Bubbly flow is quite common in various natural and engineering phenomena. In particular, nuclear engineers are interested in fundamental understanding of the bubbly flow behavior due to its importance in cooling light water reactor cores. Given the extreme conditions and complex support structures in nuclear reactor cores, it is very challenging to study the flow behavior using high-fidelity experiments. Typically validated computational codes are chosen as practical tools for the thermal-hydraulic and safety analyses. As the new generations of nuclear reactors are being developed, more advanced modeling techniques are required to design safe and efficient systems.
Different from most simulation approaches, direct numerical simulation (DNS) employs no turbulence closure assumptions, which makes it a promising tool for model development. The major bottleneck of DNS was and remains to be the high computational cost, increasing exponentially with the Reynolds number. However, thanks to the on-going improvements in computer power, these computationally expensive simulations are becoming more and more affordable. Coupled with level-set interface tracking method (ITM), DNS can be used for the high-fidelity studies of two-phase bubbly flows with unprecedented details.
Meanwhile, another concern that arises is how one can best take advantage of the ‘big data’ generated from large-scale DNS and translate it into new knowledge. The traditional level-set method utilizes a signed distance field to distinguish different phases while the interface is modeled by the zero level-set. Although level-set method can distinguish gas bubbles from the liquid phase, it cannot recognize and track individual bubbles which hinders the collection of useful bubble information. As a result, the bubble tracking capability has to be developed to improve the data extraction efficiency.

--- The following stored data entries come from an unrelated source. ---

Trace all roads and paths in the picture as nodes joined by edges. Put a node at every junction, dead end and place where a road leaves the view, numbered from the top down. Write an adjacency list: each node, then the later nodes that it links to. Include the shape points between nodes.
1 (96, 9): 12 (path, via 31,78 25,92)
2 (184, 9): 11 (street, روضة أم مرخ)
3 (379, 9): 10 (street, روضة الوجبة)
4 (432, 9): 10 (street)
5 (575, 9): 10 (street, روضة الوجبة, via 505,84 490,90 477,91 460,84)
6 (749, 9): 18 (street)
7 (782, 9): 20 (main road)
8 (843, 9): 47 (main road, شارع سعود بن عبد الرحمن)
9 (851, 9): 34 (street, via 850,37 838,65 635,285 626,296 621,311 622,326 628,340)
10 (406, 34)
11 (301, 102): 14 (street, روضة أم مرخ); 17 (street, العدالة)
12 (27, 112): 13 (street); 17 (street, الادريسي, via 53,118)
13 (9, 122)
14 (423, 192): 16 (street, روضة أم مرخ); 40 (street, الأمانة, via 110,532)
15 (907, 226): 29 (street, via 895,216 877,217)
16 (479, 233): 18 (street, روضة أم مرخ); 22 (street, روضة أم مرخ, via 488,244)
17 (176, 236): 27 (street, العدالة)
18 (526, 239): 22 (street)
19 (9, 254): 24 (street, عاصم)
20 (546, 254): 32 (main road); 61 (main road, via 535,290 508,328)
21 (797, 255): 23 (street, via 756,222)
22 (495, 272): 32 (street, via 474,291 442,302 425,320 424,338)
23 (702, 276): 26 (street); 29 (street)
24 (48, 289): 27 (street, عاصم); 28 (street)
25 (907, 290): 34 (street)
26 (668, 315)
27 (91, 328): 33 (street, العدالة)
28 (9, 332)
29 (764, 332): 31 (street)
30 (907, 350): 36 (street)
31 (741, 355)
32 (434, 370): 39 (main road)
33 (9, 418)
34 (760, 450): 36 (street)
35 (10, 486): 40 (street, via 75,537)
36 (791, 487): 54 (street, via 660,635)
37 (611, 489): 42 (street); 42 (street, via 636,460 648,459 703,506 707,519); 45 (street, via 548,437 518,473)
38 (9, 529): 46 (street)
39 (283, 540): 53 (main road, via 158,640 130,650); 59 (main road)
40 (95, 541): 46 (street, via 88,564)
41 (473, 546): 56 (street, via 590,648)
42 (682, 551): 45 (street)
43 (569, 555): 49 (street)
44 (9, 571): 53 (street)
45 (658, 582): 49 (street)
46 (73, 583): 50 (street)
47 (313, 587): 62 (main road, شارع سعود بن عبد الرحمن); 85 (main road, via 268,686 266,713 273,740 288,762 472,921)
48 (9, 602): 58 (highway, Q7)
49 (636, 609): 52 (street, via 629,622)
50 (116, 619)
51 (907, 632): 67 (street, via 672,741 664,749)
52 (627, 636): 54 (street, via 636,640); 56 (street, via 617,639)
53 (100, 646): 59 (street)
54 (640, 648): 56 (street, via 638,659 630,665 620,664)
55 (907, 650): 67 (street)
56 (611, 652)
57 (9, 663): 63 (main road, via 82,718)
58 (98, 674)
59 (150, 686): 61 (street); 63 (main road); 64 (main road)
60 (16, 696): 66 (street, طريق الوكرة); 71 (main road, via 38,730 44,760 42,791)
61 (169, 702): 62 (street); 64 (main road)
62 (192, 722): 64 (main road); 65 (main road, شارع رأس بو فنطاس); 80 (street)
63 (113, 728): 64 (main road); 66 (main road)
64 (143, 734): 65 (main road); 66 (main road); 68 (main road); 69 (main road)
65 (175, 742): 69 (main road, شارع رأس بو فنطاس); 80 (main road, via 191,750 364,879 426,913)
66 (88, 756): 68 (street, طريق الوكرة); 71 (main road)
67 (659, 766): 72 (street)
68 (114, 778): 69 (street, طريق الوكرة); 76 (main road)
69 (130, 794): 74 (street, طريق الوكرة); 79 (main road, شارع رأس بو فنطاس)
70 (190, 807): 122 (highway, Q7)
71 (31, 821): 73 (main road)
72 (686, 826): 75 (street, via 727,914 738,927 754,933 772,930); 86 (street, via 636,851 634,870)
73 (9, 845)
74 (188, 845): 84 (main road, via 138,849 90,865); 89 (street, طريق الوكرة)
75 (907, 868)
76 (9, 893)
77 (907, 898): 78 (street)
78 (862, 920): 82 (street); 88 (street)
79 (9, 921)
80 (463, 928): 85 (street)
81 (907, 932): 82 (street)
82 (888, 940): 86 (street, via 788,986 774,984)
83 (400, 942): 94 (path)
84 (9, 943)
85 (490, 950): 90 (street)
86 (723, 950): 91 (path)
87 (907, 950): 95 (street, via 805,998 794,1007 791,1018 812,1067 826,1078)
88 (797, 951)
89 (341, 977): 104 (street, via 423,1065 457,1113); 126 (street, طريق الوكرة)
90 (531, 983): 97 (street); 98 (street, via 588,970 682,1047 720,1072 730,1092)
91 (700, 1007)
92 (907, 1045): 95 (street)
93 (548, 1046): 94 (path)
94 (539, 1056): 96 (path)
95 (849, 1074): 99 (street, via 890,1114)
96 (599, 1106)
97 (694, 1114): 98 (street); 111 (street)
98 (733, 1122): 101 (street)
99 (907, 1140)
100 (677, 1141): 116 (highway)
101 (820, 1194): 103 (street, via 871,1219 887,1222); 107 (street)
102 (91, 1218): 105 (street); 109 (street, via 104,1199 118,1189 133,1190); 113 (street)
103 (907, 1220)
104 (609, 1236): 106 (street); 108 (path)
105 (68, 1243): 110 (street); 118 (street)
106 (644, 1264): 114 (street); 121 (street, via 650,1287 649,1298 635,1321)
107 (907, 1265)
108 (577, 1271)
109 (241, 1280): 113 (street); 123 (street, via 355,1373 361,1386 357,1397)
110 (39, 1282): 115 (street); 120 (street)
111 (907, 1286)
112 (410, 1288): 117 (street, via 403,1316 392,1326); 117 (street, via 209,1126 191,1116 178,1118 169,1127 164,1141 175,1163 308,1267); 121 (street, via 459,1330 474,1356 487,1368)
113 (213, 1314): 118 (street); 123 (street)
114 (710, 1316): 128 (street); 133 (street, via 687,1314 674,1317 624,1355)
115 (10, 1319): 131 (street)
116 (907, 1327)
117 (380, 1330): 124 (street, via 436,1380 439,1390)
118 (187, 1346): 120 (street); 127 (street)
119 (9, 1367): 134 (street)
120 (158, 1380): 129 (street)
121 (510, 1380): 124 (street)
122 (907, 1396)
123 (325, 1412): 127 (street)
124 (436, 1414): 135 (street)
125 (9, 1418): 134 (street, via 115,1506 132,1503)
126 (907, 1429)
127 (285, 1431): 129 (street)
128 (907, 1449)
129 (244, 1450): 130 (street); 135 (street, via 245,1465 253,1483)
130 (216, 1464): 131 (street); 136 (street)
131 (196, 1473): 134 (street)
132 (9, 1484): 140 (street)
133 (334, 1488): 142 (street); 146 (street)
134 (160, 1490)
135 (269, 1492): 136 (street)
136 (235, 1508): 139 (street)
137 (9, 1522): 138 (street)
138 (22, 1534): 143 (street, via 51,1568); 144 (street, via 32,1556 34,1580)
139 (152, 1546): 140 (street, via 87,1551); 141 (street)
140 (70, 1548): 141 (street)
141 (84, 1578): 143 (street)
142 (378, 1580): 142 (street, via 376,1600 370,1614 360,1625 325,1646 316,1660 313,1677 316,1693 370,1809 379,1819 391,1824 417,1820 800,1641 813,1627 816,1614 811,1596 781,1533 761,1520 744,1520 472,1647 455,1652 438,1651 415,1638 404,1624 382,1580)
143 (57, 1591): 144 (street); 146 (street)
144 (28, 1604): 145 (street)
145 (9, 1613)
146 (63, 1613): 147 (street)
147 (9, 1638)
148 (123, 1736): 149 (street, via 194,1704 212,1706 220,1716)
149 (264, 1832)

In the present work, a marker field is created and advected for bubble distinction and extraction of detailed bubble parameters from the simulations. Each bubble in the flow gets assigned a unique ID, based on which the code will collect the corresponding bubble information. It has been demonstrated that bubble tracking capability can significantly improve the data extraction efficiency for level-set based two-phase flow simulations. Statistical analysis tools are also developed to post-process the recorded information about the bubbles to study the dependencies/correlations of bubble behavior with bubble local conditions. For example, in the pressurized water reactor (PWR) subchannel geometry investigated in this paper, bubbles are observed to experience different relative velocity when presenting at different distance from fuel rod surfaces. With proper grouping criterion, statistical analysis would allow introducing variable drag coefficient for bubbles based on their positions. These new insights are contributing to more accurate modeling of the multiphase computational fluid dynamic (M-CFD) simulations, and better prediction of two-phase flow behavior in engineering systems. Together with the analysis tools, bubble tracking capability will open a new door to study and understand two-phase flows.